§ **Exercise goal**: Where does "Nasirabad" appear in the data? Return each line that holds it.

[[ Given information open ]]

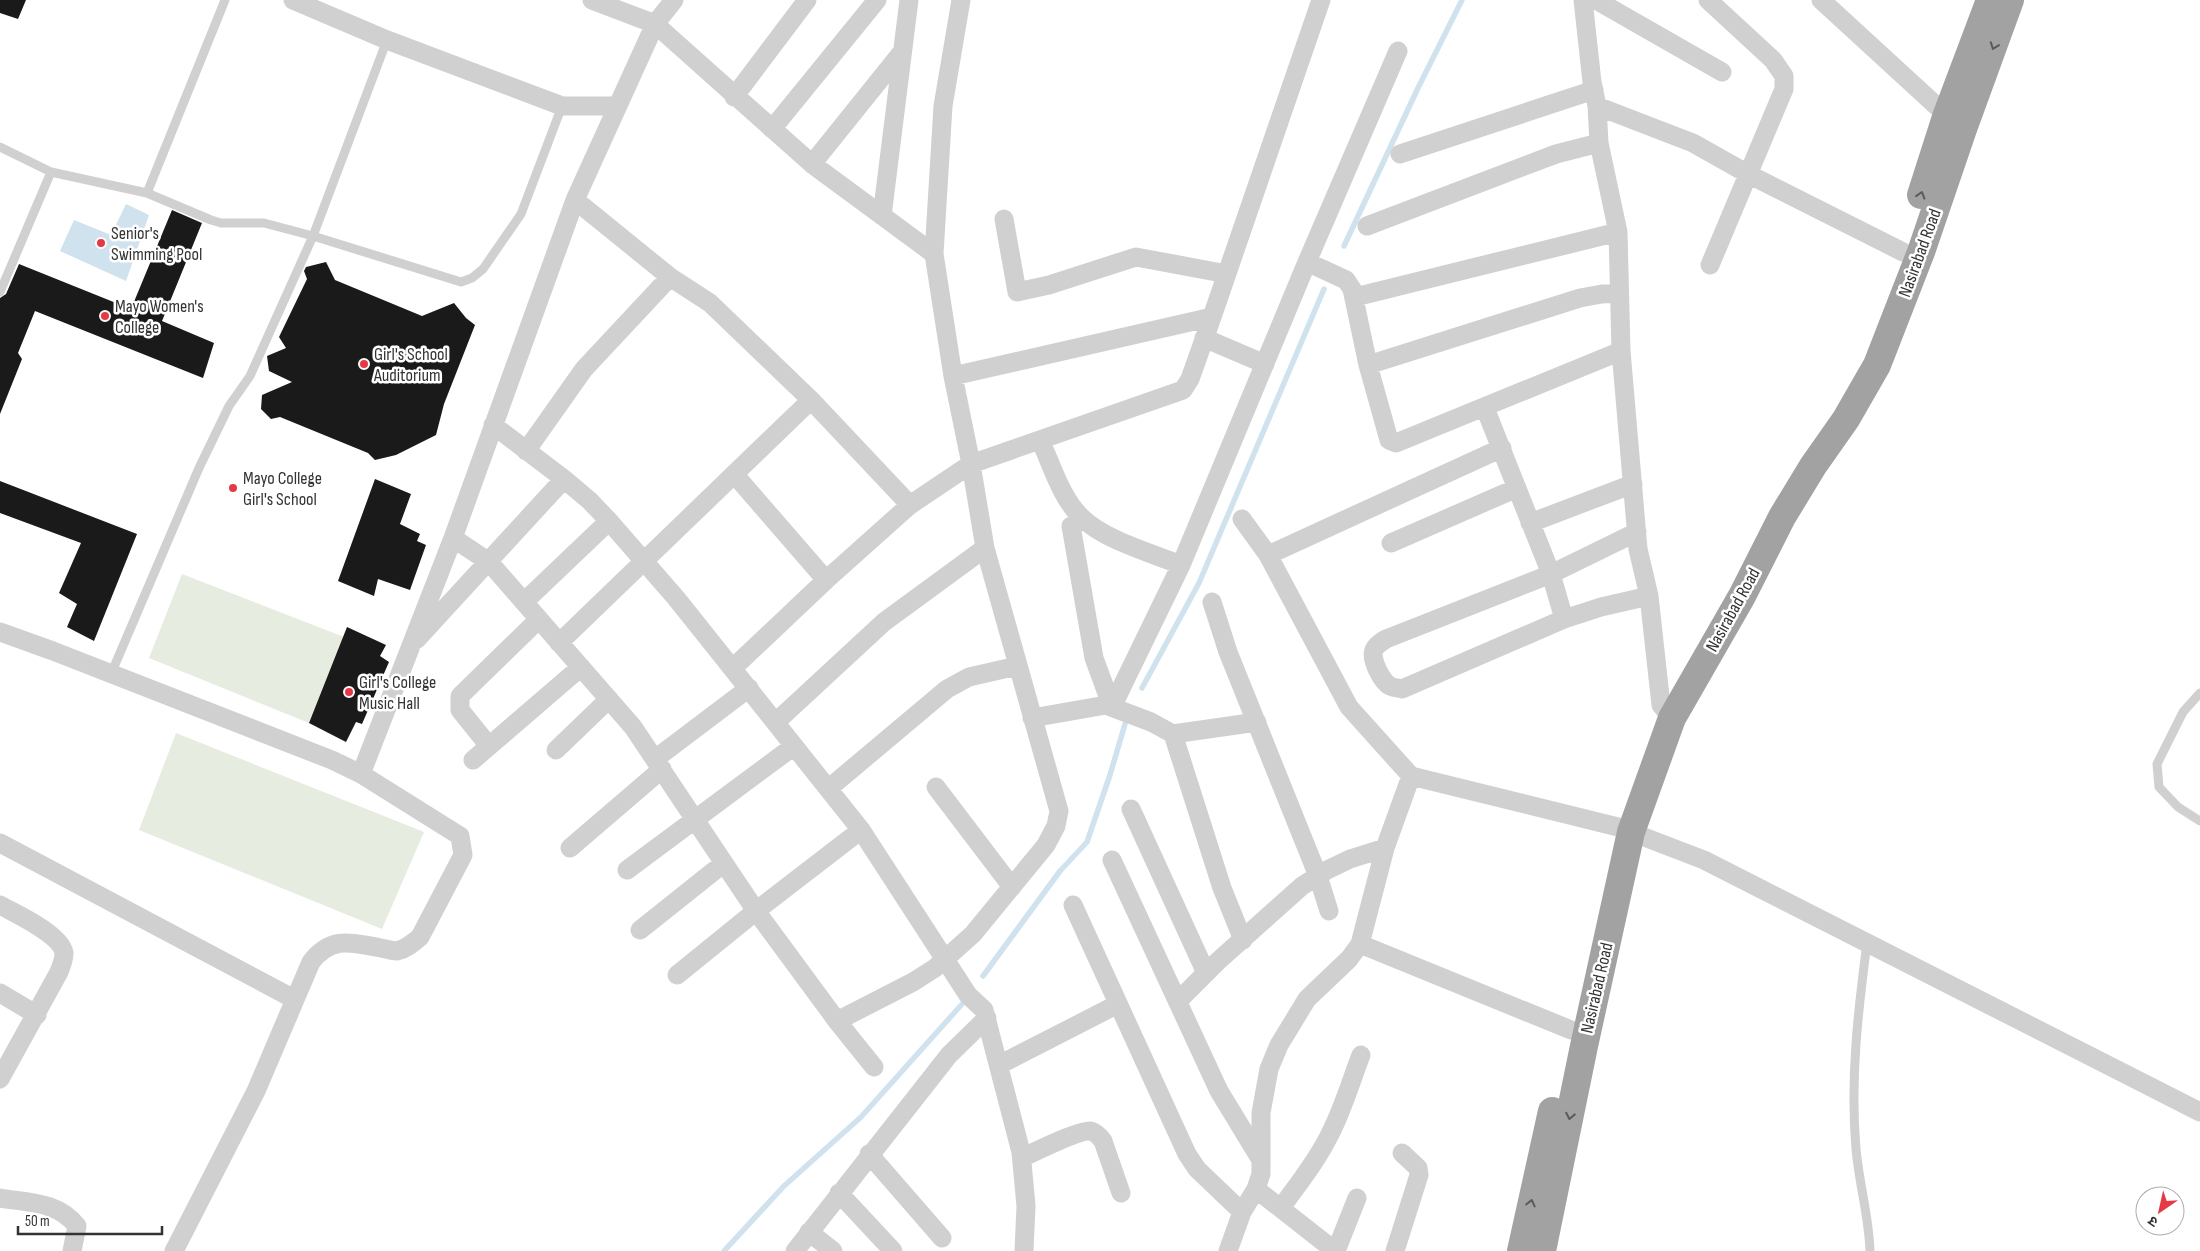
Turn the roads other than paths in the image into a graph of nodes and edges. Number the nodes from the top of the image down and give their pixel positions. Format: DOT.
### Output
graph roads {
  1 [pos="225,0"];
  2 [pos="293,0"];
  3 [pos="592,0"];
  4 [pos="674,0"];
  5 [pos="807,0"];
  6 [pos="877,0"];
  7 [pos="909,0"];
  8 [pos="962,0"];
  9 [pos="1321,0"];
  10 [pos="1583,0"];
  11 [pos="1596,0"];
  12 [pos="1708,0"];
  13 [pos="1821,0"];
  14 [pos="1990,0"];
  15 [pos="2010,0"];
  16 [pos="655,24"];
  17 [pos="386,40"];
  18 [pos="1398,51"];
  19 [pos="902,52"];
  20 [pos="1722,72"];
  21 [pos="734,97"];
  22 [pos="1595,99"];
  23 [pos="562,106"];
  24 [pos="617,106"];
  25 [pos="1954,123"];
  26 [pos="772,129"];
  27 [pos="1599,143"];
  28 [pos="0,147"];
  29 [pos="1400,154"];
  30 [pos="812,164"];
  31 [pos="51,172"];
  32 [pos="1748,174"];
  33 [pos="147,193"];
  34 [pos="574,200"];
  35 [pos="882,216"];
  36 [pos="1004,219"];
  37 [pos="1367,226"];
  38 [pos="1618,232"];
  39 [pos="313,236"];
  40 [pos="1903,252"];
  41 [pos="934,254"];
  42 [pos="1312,265"];
  43 [pos="1710,265"];
  44 [pos="1227,274"];
  45 [pos="670,277"];
  46 [pos="1351,289"];
  47 [pos="0,292"];
  48 [pos="1619,293"];
  49 [pos="1212,317"];
  50 [pos="1204,338"];
  51 [pos="1621,351"];
  52 [pos="1869,362"];
  53 [pos="1265,364"];
  54 [pos="1368,364"];
  55 [pos="953,376"];
  56 [pos="811,400"];
  57 [pos="1485,408"];
  58 [pos="493,426"];
  59 [pos="1040,440"];
  60 [pos="1502,448"];
  61 [pos="526,451"];
  62 [pos="971,464"];
  63 [pos="735,475"];
  64 [pos="564,479"];
  65 [pos="1633,484"];
  66 [pos="1517,488"];
  67 [pos="910,505"];
  68 [pos="1242,520"];
  69 [pos="609,521"];
  70 [pos="1530,523"];
  71 [pos="1071,526"];
  72 [pos="1637,532"];
  73 [pos="453,538"];
  74 [pos="1391,543"];
  75 [pos="985,548"];
  76 [pos="1268,554"];
  77 [pos="489,562"];
  78 [pos="645,562"];
  79 [pos="1181,565"];
  80 [pos="1551,574"];
  81 [pos="826,580"];
  82 [pos="1649,596"];
  83 [pos="524,602"];
  84 [pos="1212,602"];
  85 [pos="1564,619"];
  86 [pos="539,620"];
  87 [pos="0,632"];
  88 [pos="560,643"];
  89 [pos="410,647"];
  90 [pos="1017,666"];
  91 [pos="581,667"];
  92 [pos="733,668"];
  93 [pos="111,674"];
  94 [pos="749,688"];
  95 [pos="2200,693"];
  96 [pos="609,700"];
  97 [pos="1117,709"];
  98 [pos="1667,712"];
  99 [pos="1032,718"];
  100 [pos="776,721"];
  101 [pos="1257,722"];
  102 [pos="1173,734"];
  103 [pos="489,746"];
  104 [pos="794,746"];
  105 [pos="556,750"];
  106 [pos="473,760"];
  107 [pos="658,764"];
  108 [pos="361,774"];
  109 [pos="1411,776"];
  110 [pos="936,787"];
  111 [pos="828,789"];
  112 [pos="1132,810"];
  113 [pos="695,818"];
  114 [pos="2200,821"];
  115 [pos="861,830"];
  116 [pos="1625,830"];
  117 [pos="0,843"];
  118 [pos="570,848"];
  119 [pos="1385,848"];
  120 [pos="1112,860"];
  121 [pos="724,863"];
  122 [pos="627,870"];
  123 [pos="1318,876"];
  124 [pos="1012,887"];
  125 [pos="0,905"];
  126 [pos="1074,905"];
  127 [pos="756,911"];
  128 [pos="1329,911"];
  129 [pos="640,930"];
  130 [pos="1243,940"];
  131 [pos="1867,942"];
  132 [pos="1360,944"];
  133 [pos="946,958"];
  134 [pos="1206,973"];
  135 [pos="677,975"];
  136 [pos="0,993"];
  137 [pos="294,999"];
  138 [pos="1178,1001"];
  139 [pos="1118,1004"];
  140 [pos="985,1014"];
  141 [pos="37,1015"];
  142 [pos="837,1022"];
  143 [pos="1571,1030"];
  144 [pos="1361,1055"];
  145 [pos="999,1065"];
  146 [pos="874,1067"];
  147 [pos="1,1074"];
  148 [pos="2200,1112"];
  149 [pos="1402,1153"];
  150 [pos="869,1154"];
  151 [pos="1022,1158"];
  152 [pos="1261,1161"];
  153 [pos="1256,1189"];
  154 [pos="839,1193"];
  155 [pos="1121,1193"];
  156 [pos="0,1198"];
  157 [pos="1357,1198"];
  158 [pos="1281,1208"];
  159 [pos="1242,1212"];
  160 [pos="809,1232"];
  161 [pos="942,1238"];
  162 [pos="72,1251"];
  163 [pos="174,1251"];
  164 [pos="795,1251"];
  165 [pos="833,1251"];
  166 [pos="893,1251"];
  167 [pos="1024,1251"];
  168 [pos="1228,1251"];
  169 [pos="1336,1251"];
  170 [pos="1395,1251"];
  171 [pos="1520,1251"];
  172 [pos="1542,1251"];
  173 [pos="1870,1251"];
  1 -- 33 [label="lane"];
  2 -- 17 [label="street"];
  3 -- 16 [label="street"];
  4 -- 16 [label="street"];
  5 -- 21 [label="street"];
  6 -- 26 [label="street"];
  7 -- 19 [label="street"];
  8 -- 41 [label="street"];
  9 -- 44 [label="street"];
  10 -- 22 [label="street"];
  11 -- 20 [label="street"];
  12 -- 32 [label="street"];
  13 -- 25 [label="street"];
  14 -- 25 [label="highway, Nasirabad Road"];
  15 -- 25 [label="highway, Nasirabad Road, one-way"];
  16 -- 21 [label="street"];
  16 -- 24 [label="street"];
  17 -- 23 [label="street"];
  17 -- 39 [label="lane"];
  18 -- 42 [label="street"];
  19 -- 30 [label="street"];
  19 -- 35 [label="street"];
  21 -- 26 [label="street"];
  22 -- 27 [label="street"];
  22 -- 29 [label="street"];
  22 -- 32 [label="street"];
  23 -- 24 [label="street"];
  23 -- 39 [label="lane"];
  24 -- 34 [label="street"];
  40 -- 25 [label="highway, Nasirabad Road, one-way"];
  25 -- 52 [label="highway, Nasirabad Road"];
  26 -- 30 [label="street"];
  27 -- 37 [label="street"];
  27 -- 38 [label="street"];
  28 -- 31 [label="lane"];
  30 -- 35 [label="street"];
  31 -- 33 [label="lane"];
  31 -- 47 [label="lane"];
  32 -- 40 [label="street"];
  32 -- 43 [label="street"];
  33 -- 39 [label="lane"];
  34 -- 45 [label="street"];
  34 -- 58 [label="street"];
  35 -- 41 [label="street"];
  36 -- 44 [label="street"];
  38 -- 46 [label="street"];
  38 -- 48 [label="street"];
  39 -- 93 [label="lane"];
  40 -- 52 [label="highway, Nasirabad Road"];
  41 -- 55 [label="street"];
  42 -- 46 [label="street"];
  42 -- 53 [label="street"];
  44 -- 49 [label="street"];
  45 -- 56 [label="street"];
  45 -- 61 [label="street"];
  46 -- 54 [label="street"];
  48 -- 51 [label="street"];
  48 -- 54 [label="street"];
  49 -- 50 [label="street"];
  49 -- 55 [label="street"];
  50 -- 53 [label="street"];
  50 -- 59 [label="street"];
  51 -- 57 [label="street"];
  51 -- 65 [label="street"];
  52 -- 98 [label="highway, Nasirabad Road"];
  53 -- 79 [label="street"];
  54 -- 57 [label="street"];
  55 -- 62 [label="street"];
  56 -- 63 [label="street"];
  56 -- 67 [label="street"];
  57 -- 60 [label="street"];
  58 -- 61 [label="street"];
  58 -- 73 [label="street"];
  59 -- 62 [label="street"];
  59 -- 79 [label="street"];
  60 -- 66 [label="street"];
  60 -- 76 [label="street"];
  61 -- 64 [label="street"];
  62 -- 67 [label="street"];
  62 -- 75 [label="street"];
  63 -- 78 [label="street"];
  63 -- 81 [label="street"];
  64 -- 69 [label="street"];
  64 -- 77 [label="street"];
  65 -- 70 [label="street"];
  65 -- 72 [label="street"];
  66 -- 70 [label="street"];
  66 -- 74 [label="street"];
  67 -- 81 [label="street"];
  68 -- 76 [label="street"];
  69 -- 78 [label="street"];
  69 -- 83 [label="street"];
  70 -- 80 [label="street"];
  71 -- 97 [label="street"];
  72 -- 80 [label="street"];
  72 -- 82 [label="street"];
  73 -- 77 [label="street"];
  73 -- 89 [label="street"];
  75 -- 90 [label="street"];
  75 -- 100 [label="street"];
  76 -- 109 [label="street"];
  77 -- 83 [label="street"];
  77 -- 89 [label="street"];
  78 -- 88 [label="street"];
  78 -- 92 [label="street"];
  79 -- 97 [label="street"];
  80 -- 85 [label="street"];
  80 -- 85 [label="street"];
  81 -- 92 [label="street"];
  82 -- 85 [label="street"];
  82 -- 98 [label="street"];
  83 -- 86 [label="street"];
  84 -- 101 [label="street"];
  86 -- 88 [label="street"];
  86 -- 103 [label="street"];
  87 -- 93 [label="street"];
  88 -- 91 [label="street"];
  89 -- 108 [label="street"];
  90 -- 99 [label="street"];
  90 -- 111 [label="street"];
  91 -- 96 [label="street"];
  91 -- 103 [label="street"];
  92 -- 94 [label="street"];
  93 -- 108 [label="street"];
  94 -- 100 [label="street"];
  94 -- 107 [label="street"];
  95 -- 114 [label="lane"];
  96 -- 105 [label="street"];
  96 -- 107 [label="street"];
  97 -- 99 [label="street"];
  97 -- 102 [label="street"];
  98 -- 116 [label="highway, Nasirabad Road"];
  99 -- 124 [label="street"];
  100 -- 104 [label="street"];
  101 -- 102 [label="street"];
  101 -- 123 [label="street"];
  102 -- 130 [label="street"];
  103 -- 106 [label="street"];
  104 -- 111 [label="street"];
  104 -- 113 [label="street"];
  107 -- 113 [label="street"];
  107 -- 118 [label="street"];
  108 -- 137 [label="street"];
  109 -- 116 [label="street"];
  109 -- 119 [label="street"];
  110 -- 124 [label="street"];
  111 -- 115 [label="street"];
  112 -- 134 [label="street"];
  113 -- 121 [label="street"];
  113 -- 122 [label="street"];
  115 -- 127 [label="street"];
  115 -- 133 [label="street"];
  116 -- 131 [label="street"];
  116 -- 143 [label="highway, Nasirabad Road"];
  116 -- 172 [label="highway, Nasirabad Road, one-way"];
  117 -- 137 [label="street"];
  119 -- 123 [label="street"];
  119 -- 132 [label="street"];
  120 -- 138 [label="street"];
  121 -- 127 [label="street"];
  121 -- 129 [label="street"];
  123 -- 128 [label="street"];
  123 -- 130 [label="street"];
  124 -- 133 [label="street"];
  125 -- 141 [label="street"];
  126 -- 139 [label="street"];
  127 -- 135 [label="street"];
  127 -- 142 [label="street"];
  130 -- 134 [label="street"];
  131 -- 148 [label="street"];
  131 -- 173 [label="lane"];
  132 -- 143 [label="street"];
  132 -- 152 [label="street"];
  133 -- 140 [label="street"];
  133 -- 142 [label="street"];
  134 -- 138 [label="street"];
  136 -- 141 [label="street"];
  137 -- 163 [label="street"];
  138 -- 152 [label="street"];
  139 -- 145 [label="street"];
  139 -- 159 [label="street"];
  140 -- 145 [label="street"];
  140 -- 150 [label="street"];
  141 -- 147 [label="street"];
  142 -- 146 [label="street"];
  171 -- 143 [label="highway, Nasirabad Road, one-way"];
  144 -- 158 [label="street"];
  145 -- 151 [label="street"];
  149 -- 170 [label="street"];
  150 -- 154 [label="street"];
  150 -- 161 [label="street"];
  151 -- 155 [label="street"];
  151 -- 167 [label="street"];
  152 -- 153 [label="street"];
  153 -- 158 [label="street"];
  153 -- 159 [label="street"];
  154 -- 160 [label="street"];
  154 -- 166 [label="street"];
  156 -- 162 [label="street"];
  157 -- 169 [label="street"];
  158 -- 169 [label="street"];
  159 -- 168 [label="street"];
  160 -- 164 [label="street"];
  160 -- 165 [label="street"];
}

[[ Given information closed ]]

§ **Completed task**:
  14 -- 25 [label="highway, Nasirabad Road"];
  15 -- 25 [label="highway, Nasirabad Road, one-way"];
  40 -- 25 [label="highway, Nasirabad Road, one-way"];
  25 -- 52 [label="highway, Nasirabad Road"];
  40 -- 52 [label="highway, Nasirabad Road"];
  52 -- 98 [label="highway, Nasirabad Road"];
  98 -- 116 [label="highway, Nasirabad Road"];
  116 -- 143 [label="highway, Nasirabad Road"];
  116 -- 172 [label="highway, Nasirabad Road, one-way"];
  171 -- 143 [label="highway, Nasirabad Road, one-way"];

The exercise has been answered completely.